> **Supplied material**:
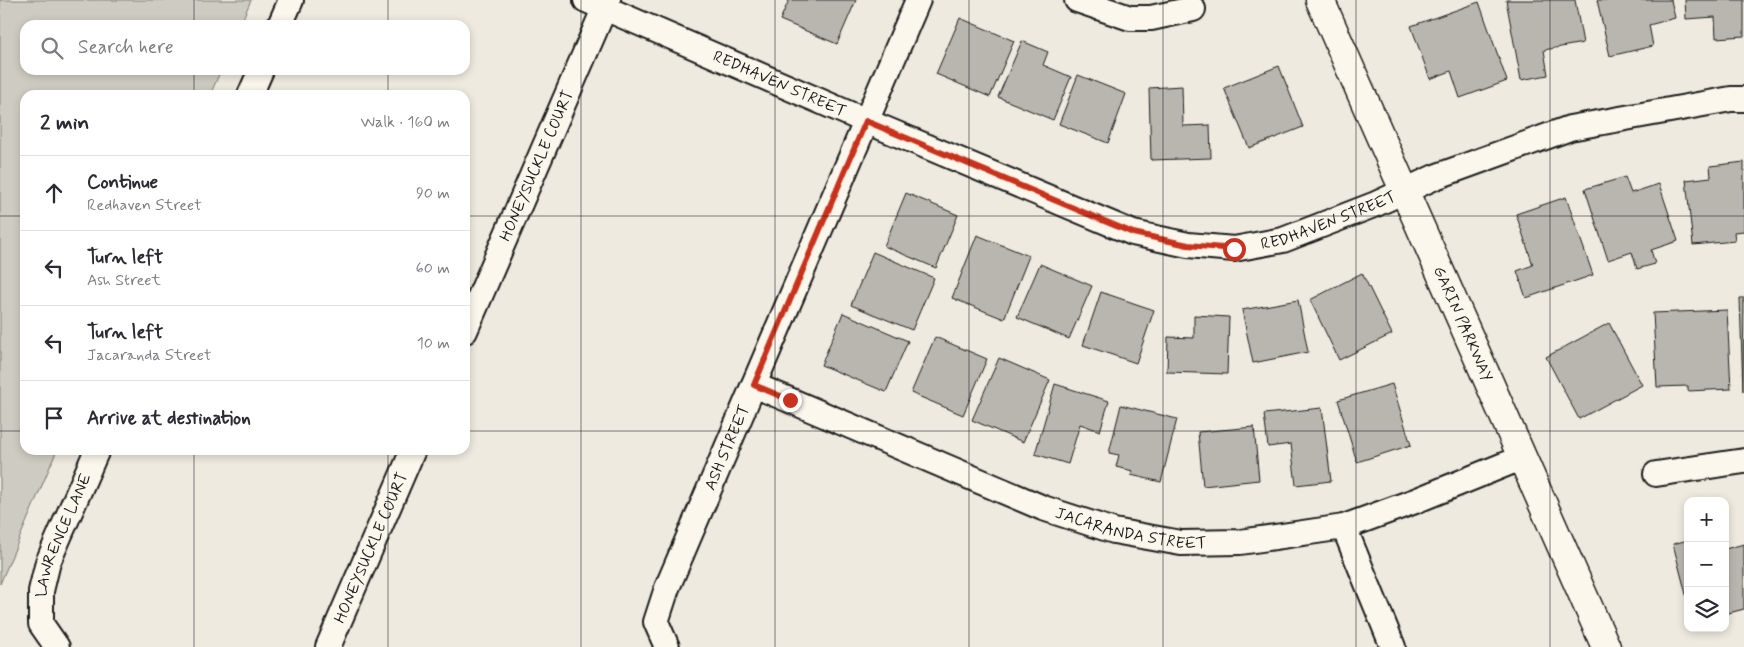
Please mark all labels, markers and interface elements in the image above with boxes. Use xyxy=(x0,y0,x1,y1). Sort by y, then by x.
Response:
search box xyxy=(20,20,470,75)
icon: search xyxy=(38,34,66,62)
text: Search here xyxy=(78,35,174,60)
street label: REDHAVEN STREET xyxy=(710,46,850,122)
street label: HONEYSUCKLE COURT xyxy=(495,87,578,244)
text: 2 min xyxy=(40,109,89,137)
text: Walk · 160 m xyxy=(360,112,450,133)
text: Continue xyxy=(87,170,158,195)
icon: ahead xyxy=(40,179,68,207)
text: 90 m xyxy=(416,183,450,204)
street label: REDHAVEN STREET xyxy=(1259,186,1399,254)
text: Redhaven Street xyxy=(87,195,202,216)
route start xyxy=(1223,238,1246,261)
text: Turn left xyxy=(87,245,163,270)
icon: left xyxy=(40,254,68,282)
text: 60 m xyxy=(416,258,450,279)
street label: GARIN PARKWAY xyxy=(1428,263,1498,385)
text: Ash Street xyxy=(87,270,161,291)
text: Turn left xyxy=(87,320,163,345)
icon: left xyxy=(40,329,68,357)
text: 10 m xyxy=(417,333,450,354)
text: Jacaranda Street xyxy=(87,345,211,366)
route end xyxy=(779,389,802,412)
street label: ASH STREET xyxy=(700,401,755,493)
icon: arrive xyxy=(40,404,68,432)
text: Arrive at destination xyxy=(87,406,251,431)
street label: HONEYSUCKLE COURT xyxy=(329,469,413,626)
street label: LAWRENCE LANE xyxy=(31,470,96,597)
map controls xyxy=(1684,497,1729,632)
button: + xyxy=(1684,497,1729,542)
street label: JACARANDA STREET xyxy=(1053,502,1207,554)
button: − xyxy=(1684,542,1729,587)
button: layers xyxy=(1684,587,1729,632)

> **What you should do**:
Leave out the pictures and set down all of the data exactly.

> **Output for this task**:
Please mark all labels, markers and interface elements in the image above with boxes. Use xyxy=(x0,y0,x1,y1). Sort by y, then by x.
Response:
search box xyxy=(20,20,470,75)
icon: search xyxy=(38,34,66,62)
text: Search here xyxy=(78,35,174,60)
street label: REDHAVEN STREET xyxy=(710,46,850,122)
street label: HONEYSUCKLE COURT xyxy=(495,87,578,244)
text: 2 min xyxy=(40,109,89,137)
text: Walk · 160 m xyxy=(360,112,450,133)
text: Continue xyxy=(87,170,158,195)
icon: ahead xyxy=(40,179,68,207)
text: 90 m xyxy=(416,183,450,204)
street label: REDHAVEN STREET xyxy=(1259,186,1399,254)
text: Redhaven Street xyxy=(87,195,202,216)
route start xyxy=(1223,238,1246,261)
text: Turn left xyxy=(87,245,163,270)
icon: left xyxy=(40,254,68,282)
text: 60 m xyxy=(416,258,450,279)
street label: GARIN PARKWAY xyxy=(1428,263,1498,385)
text: Ash Street xyxy=(87,270,161,291)
text: Turn left xyxy=(87,320,163,345)
icon: left xyxy=(40,329,68,357)
text: 10 m xyxy=(417,333,450,354)
text: Jacaranda Street xyxy=(87,345,211,366)
route end xyxy=(779,389,802,412)
street label: ASH STREET xyxy=(700,401,755,493)
icon: arrive xyxy=(40,404,68,432)
text: Arrive at destination xyxy=(87,406,251,431)
street label: HONEYSUCKLE COURT xyxy=(329,469,413,626)
street label: LAWRENCE LANE xyxy=(31,470,96,597)
map controls xyxy=(1684,497,1729,632)
button: + xyxy=(1684,497,1729,542)
street label: JACARANDA STREET xyxy=(1053,502,1207,554)
button: − xyxy=(1684,542,1729,587)
button: layers xyxy=(1684,587,1729,632)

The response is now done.